Instructions for the task:
Go over the listing below line by line and tally those containing "connectivity". Give only the tally.

⟨

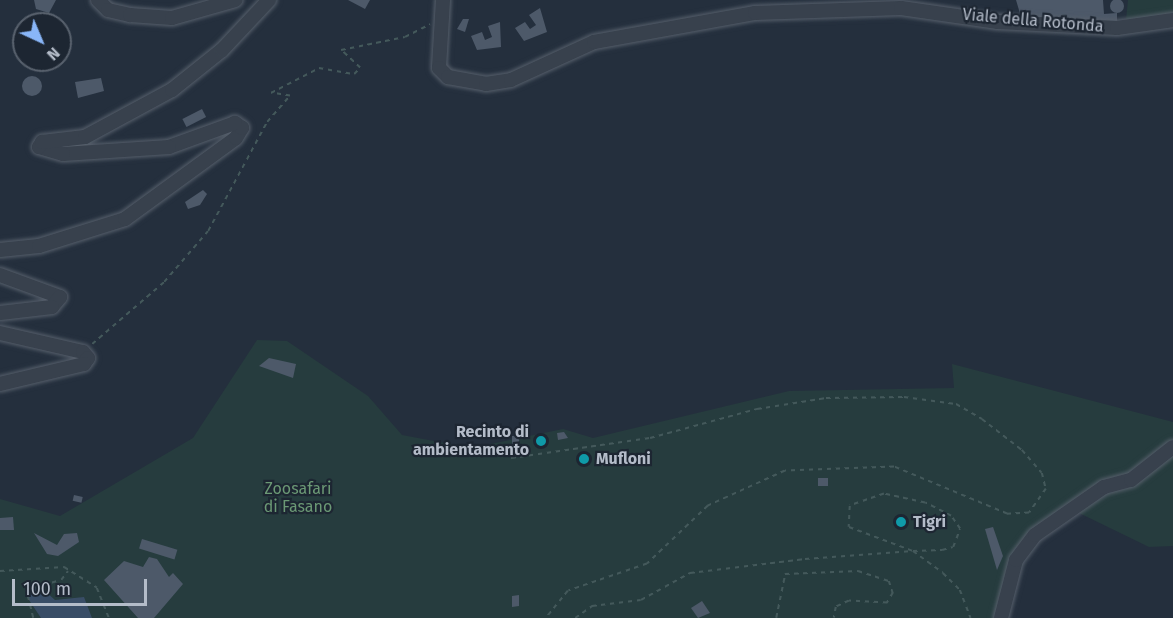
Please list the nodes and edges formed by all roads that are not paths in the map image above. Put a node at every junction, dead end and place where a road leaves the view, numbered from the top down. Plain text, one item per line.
1 (98, 0) edge
2 (235, 0) edge
3 (269, 0) edge
4 (444, 6) edge
5 (1173, 20) edge
6 (0, 250) edge
7 (0, 275) edge
8 (0, 313) edge
9 (0, 333) edge
10 (0, 384) edge
11 (1173, 447) edge
12 (1001, 618) edge

1 - 2 street
3 - 6 street
4 - 5 street, Viale della Rotonda
7 - 8 street
9 - 10 street
11 - 12 street

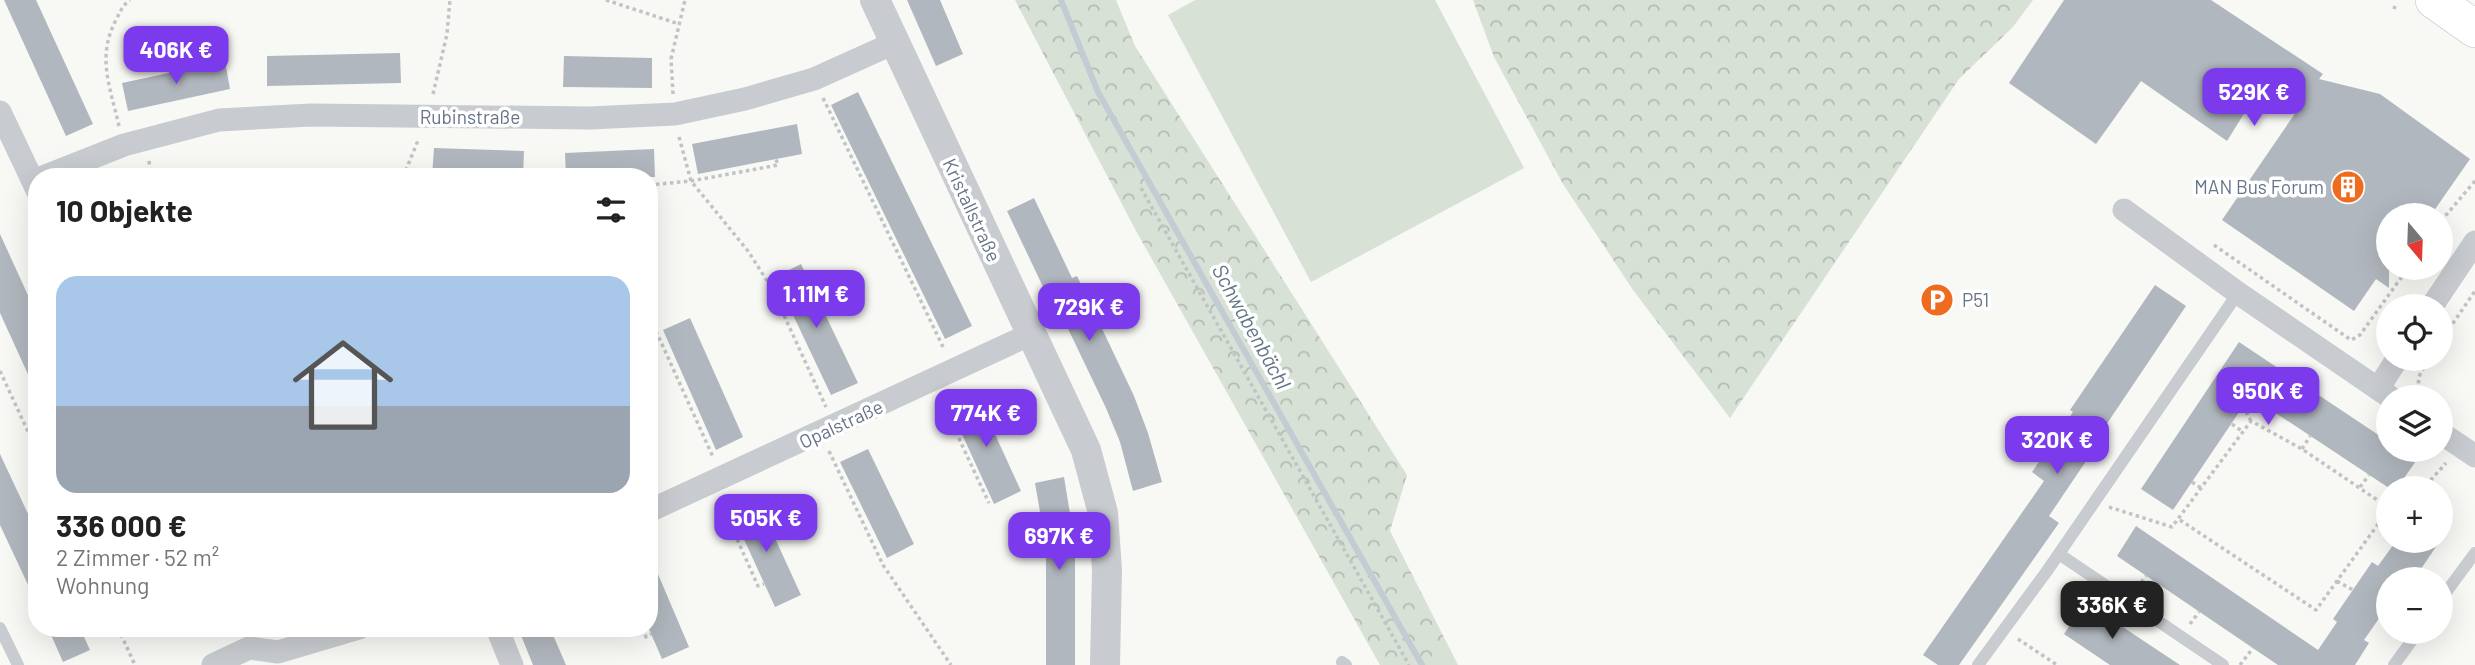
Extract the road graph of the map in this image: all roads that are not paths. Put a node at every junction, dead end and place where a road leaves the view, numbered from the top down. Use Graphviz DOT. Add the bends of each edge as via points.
graph roads {
  1 [pos="875,0"];
  2 [pos="2434,0"];
  3 [pos="2475,29"];
  4 [pos="894,43"];
  5 [pos="0,112"];
  6 [pos="30,168"];
  7 [pos="70,168"];
  8 [pos="2124,210"];
  9 [pos="2475,242"];
  10 [pos="2238,293"];
  11 [pos="2440,294"];
  12 [pos="1031,334"];
  13 [pos="2376,388"];
  14 [pos="2453,441"];
  15 [pos="2468,451"];
  16 [pos="658,507"];
  17 [pos="2475,553"];
  18 [pos="2059,554"];
  19 [pos="2453,583"];
  20 [pos="0,628"];
  21 [pos="313,637"];
  22 [pos="501,637"];
  23 [pos="244,638"];
  24 [pos="2409,644"];
  25 [pos="18,665"];
  26 [pos="213,665"];
  27 [pos="512,665"];
  28 [pos="1105,665"];
  29 [pos="1978,665"];
  30 [pos="2222,665"];
  31 [pos="2394,665"];
  1 -- 4 [label="street, Kristallstraße"];
  2 -- 3 [label="main road"];
  4 -- 7 [label="street, Rubinstraße" via="814,79 675,114 590,118 311,115 219,120 124,145"];
  4 -- 12 [label="street, Kristallstraße"];
  5 -- 6 [label="street"];
  8 -- 10 [label="street"];
  9 -- 11 [label="street"];
  10 -- 13 [label="street"];
  10 -- 18 [label="lane"];
  12 -- 16 [label="street, Opalstraße"];
  12 -- 28 [label="street, Kristallstraße" via="1086,450 1103,513"];
  14 -- 15 [label="street"];
  17 -- 19 [label="lane"];
  18 -- 29 [label="lane"];
  18 -- 30 [label="lane"];
  20 -- 25 [label="lane"];
  21 -- 23 [label="street" via="278,652"];
  22 -- 27 [label="street"];
  23 -- 26 [label="street"];
  24 -- 31 [label="lane"];
}
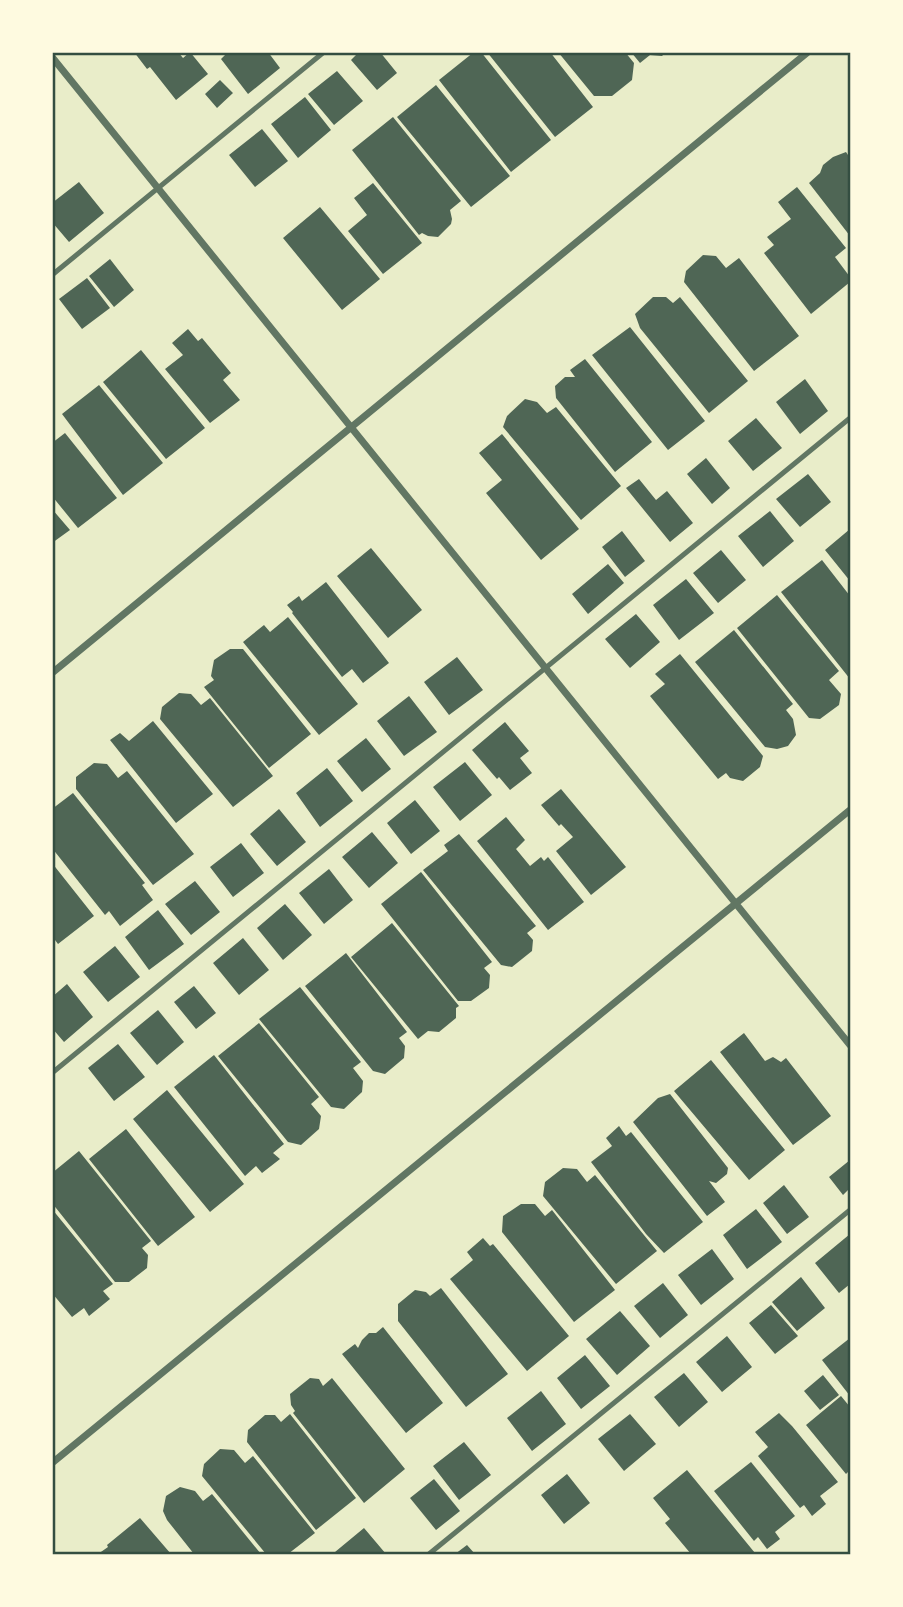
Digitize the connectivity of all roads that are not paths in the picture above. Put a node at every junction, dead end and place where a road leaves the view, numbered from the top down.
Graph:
1 (324, 52) edge
2 (808, 52) edge
3 (52, 57) edge
4 (158, 188) junction
5 (52, 275) edge
6 (850, 418) edge
7 (352, 428) junction
8 (546, 668) junction
9 (52, 673) edge
10 (850, 810) edge
11 (736, 904) junction
12 (850, 1045) edge
13 (52, 1073) edge
14 (850, 1210) edge
15 (52, 1463) edge
16 (429, 1555) edge

1 - 4 lane
2 - 7 street
3 - 4 street
4 - 5 lane
4 - 7 street
6 - 8 lane
7 - 8 street
7 - 9 street
8 - 11 street
8 - 13 lane
10 - 11 street
11 - 12 street
11 - 15 street
14 - 16 lane

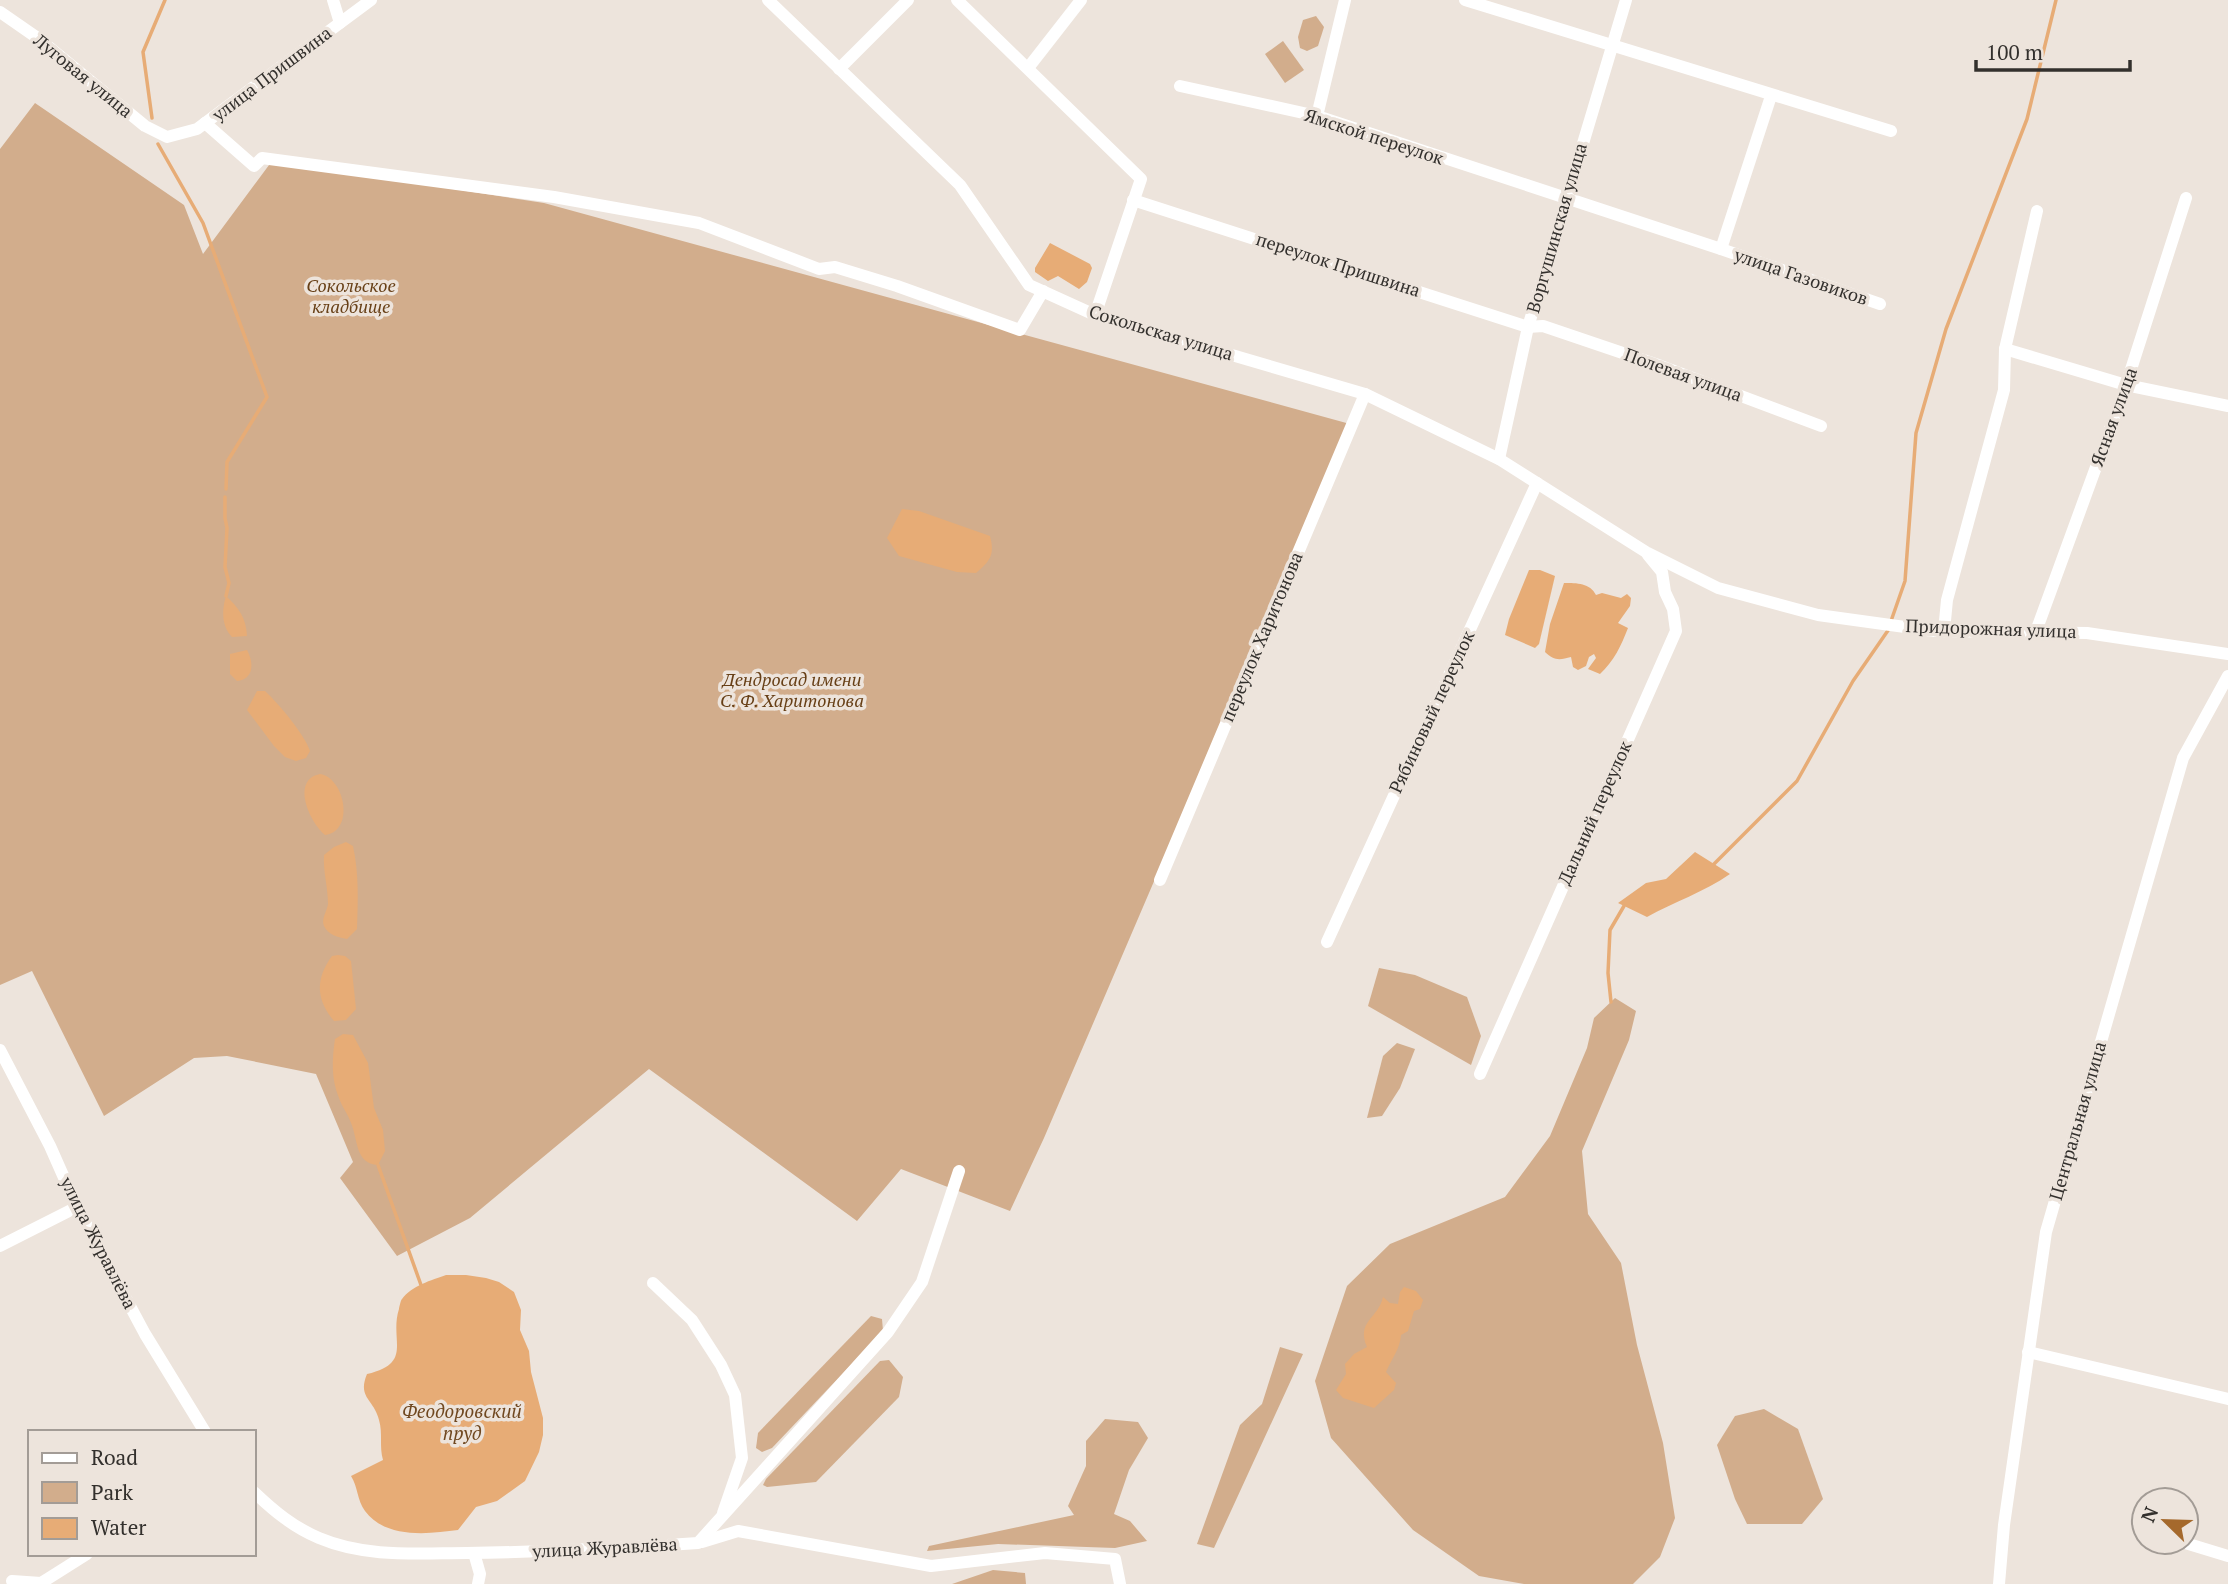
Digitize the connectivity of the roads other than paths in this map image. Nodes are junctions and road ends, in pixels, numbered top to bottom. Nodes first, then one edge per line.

⟩

Written answer:
2